◆ **DATASET ENTRIES**:

^^^^^^^^^^^^^^^^

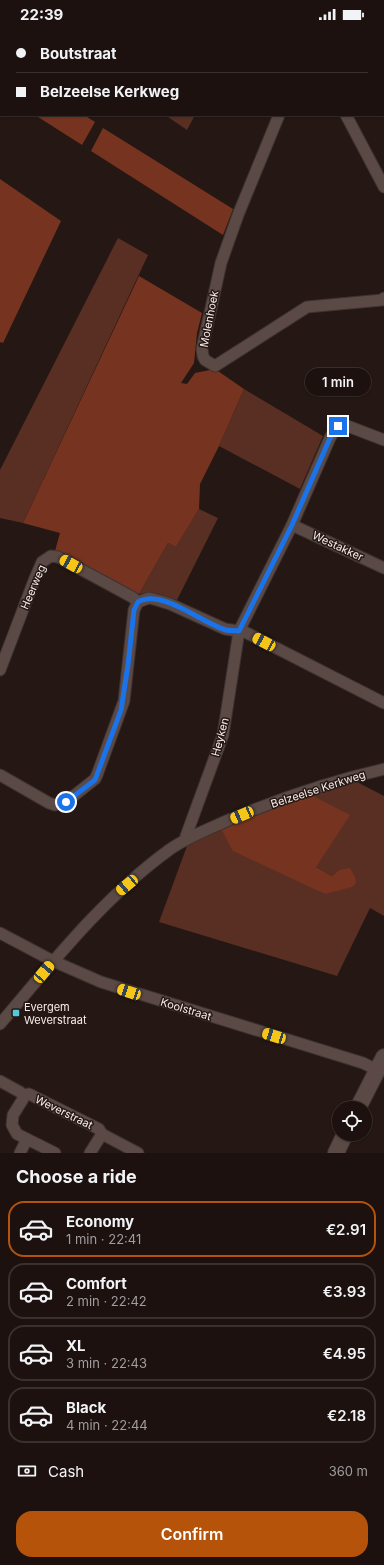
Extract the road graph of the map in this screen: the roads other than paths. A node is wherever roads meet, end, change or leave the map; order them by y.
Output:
1 (279, 116) edge
2 (347, 116) edge
3 (384, 187) edge
4 (384, 298) edge
5 (384, 440) edge
6 (292, 525) junction
7 (384, 568) edge
8 (138, 602) junction
9 (239, 631) junction
10 (0, 670) edge
11 (384, 703) edge
12 (384, 769) edge
13 (0, 775) edge
14 (187, 840) junction
15 (0, 934) edge
16 (53, 961) junction
17 (0, 1024) edge
18 (380, 1064) edge
19 (0, 1081) edge
20 (23, 1095) junction
21 (362, 1101) edge
22 (102, 1134) junction
23 (27, 1139) junction
24 (342, 1141) edge
25 (20, 1153) edge
26 (55, 1153) edge
27 (90, 1153) edge
28 (138, 1153) edge
29 (336, 1153) edge

1 - 4 street, Molenhoek
2 - 3 street
5 - 6 street
6 - 7 street, Westakker
6 - 9 street
8 - 9 street
8 - 10 street, Heerweg
8 - 13 street
9 - 11 street
9 - 14 street, Heyken
12 - 14 street, Belzeelse Kerkweg
14 - 16 street, Belzeelse Kerkweg
15 - 16 street, Koolstraat
16 - 17 street, Belzeelse Kerkweg
16 - 18 street, Koolstraat
18 - 21 street
19 - 20 street, Weverstraat
20 - 22 street, Weverstraat
20 - 23 street, Weverstraat
22 - 27 street, Weverstraat
22 - 28 street, Weverstraat
23 - 25 street
23 - 26 street, Weverstraat
24 - 29 street

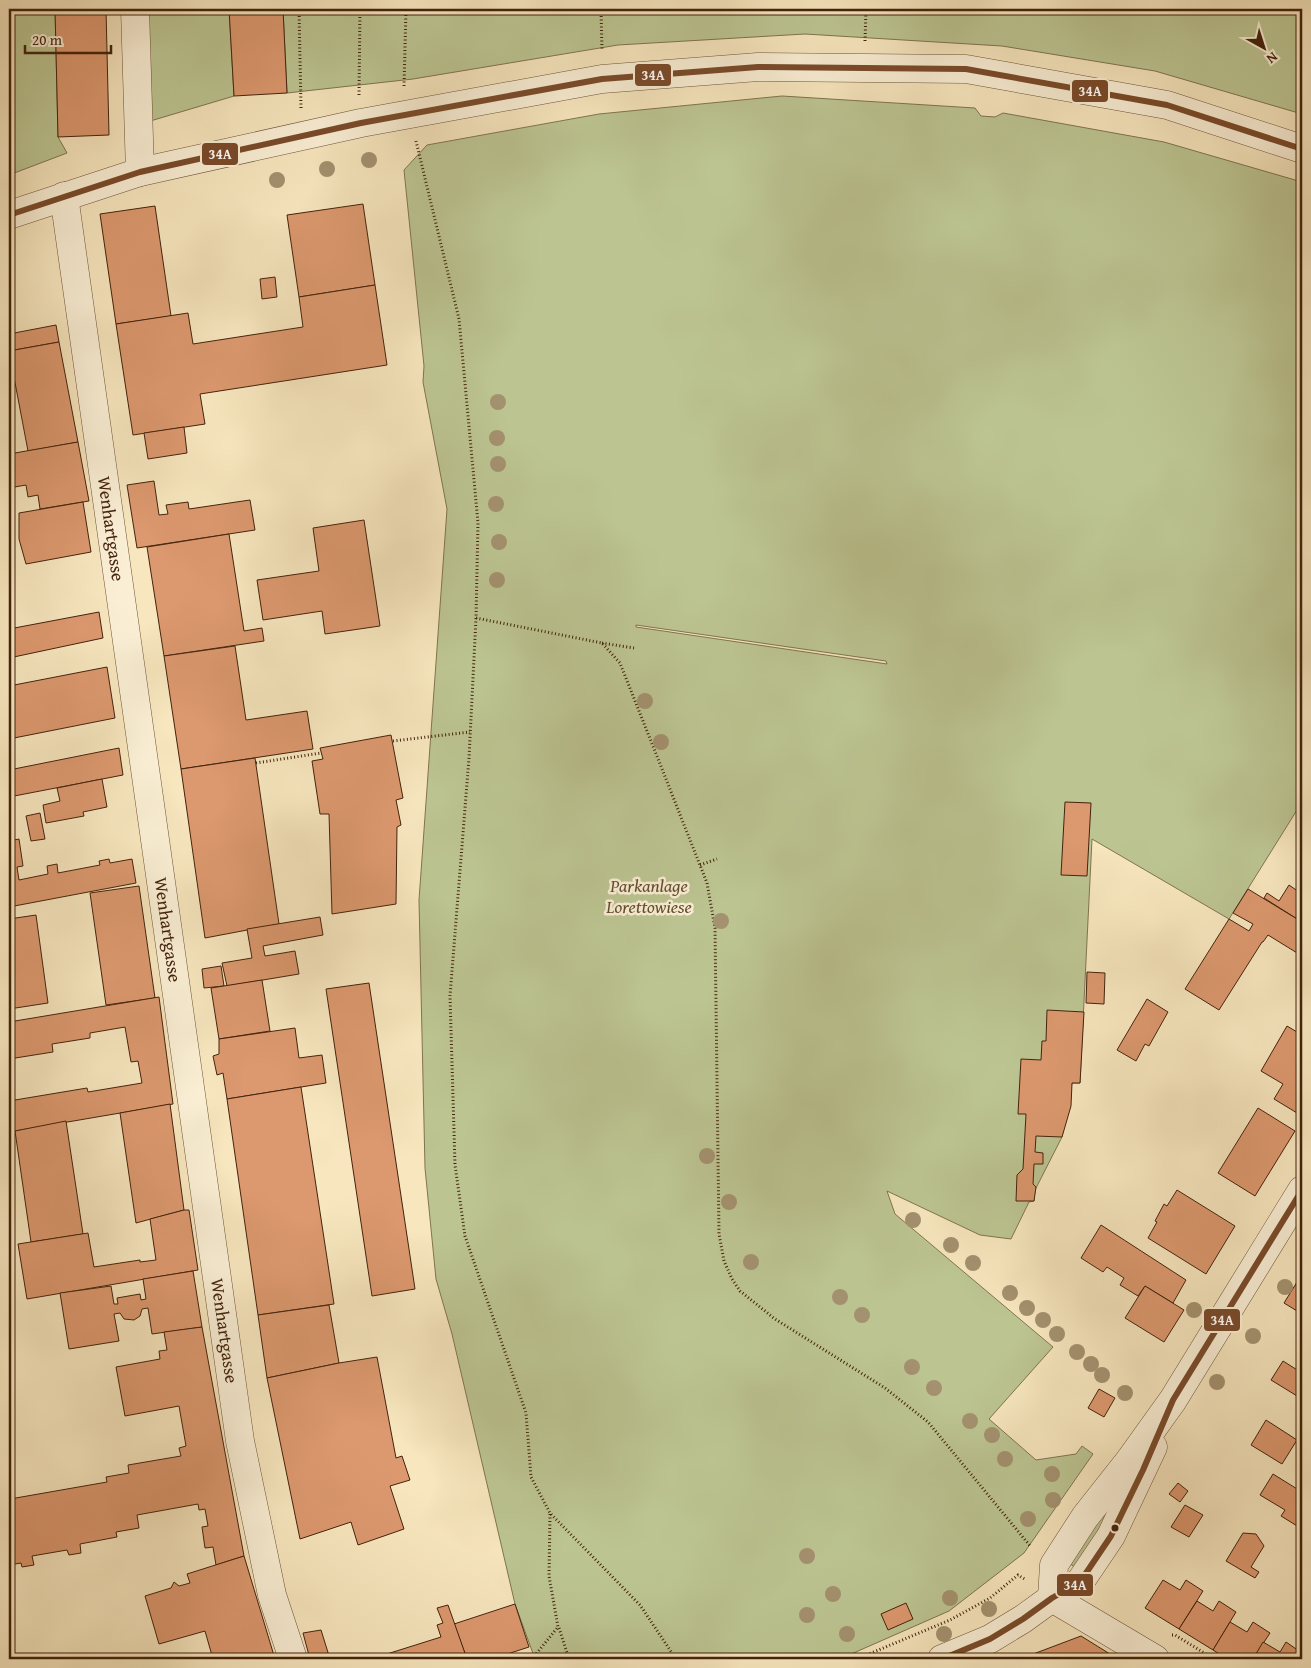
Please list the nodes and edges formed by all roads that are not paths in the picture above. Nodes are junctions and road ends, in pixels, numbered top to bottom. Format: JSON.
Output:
{"nodes":[{"id":1,"x":135,"y":9,"type":"edge"},
{"id":2,"x":1302,"y":149,"type":"edge"},
{"id":3,"x":140,"y":172,"type":"junction"},
{"id":4,"x":64,"y":196,"type":"junction"},
{"id":5,"x":9,"y":215,"type":"edge"},
{"id":6,"x":1302,"y":1190,"type":"edge"},
{"id":7,"x":1052,"y":1598,"type":"junction"},
{"id":8,"x":293,"y":1659,"type":"edge"},
{"id":9,"x":942,"y":1659,"type":"edge"},
{"id":10,"x":1155,"y":1659,"type":"edge"}],
"edges":[{"from":1,"to":3,"type":"street"},
{"from":2,"to":3,"type":"street"},
{"from":3,"to":4,"type":"street"},
{"from":4,"to":5,"type":"street"},
{"from":4,"to":8,"type":"street","name":"Wenhartgasse"},
{"from":6,"to":7,"type":"street"},
{"from":7,"to":9,"type":"street"},
{"from":7,"to":10,"type":"street"}]}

^^^^^^^^^^^^^^^^

◆ **REQUIREMENT**: Where a line of the data above includes "roads", copy that line.

◆ **RESPONSE TO THE EXERCISE**:
Extract the road graph of the map in this screen: the roads other than paths. A node is wherever roads meet, end, change or leave the map; order them by y.
Please list the nodes and edges formed by all roads that are not paths in the picture above. Nodes are junctions and road ends, in pixels, numbered top to bottom. Format: JSON.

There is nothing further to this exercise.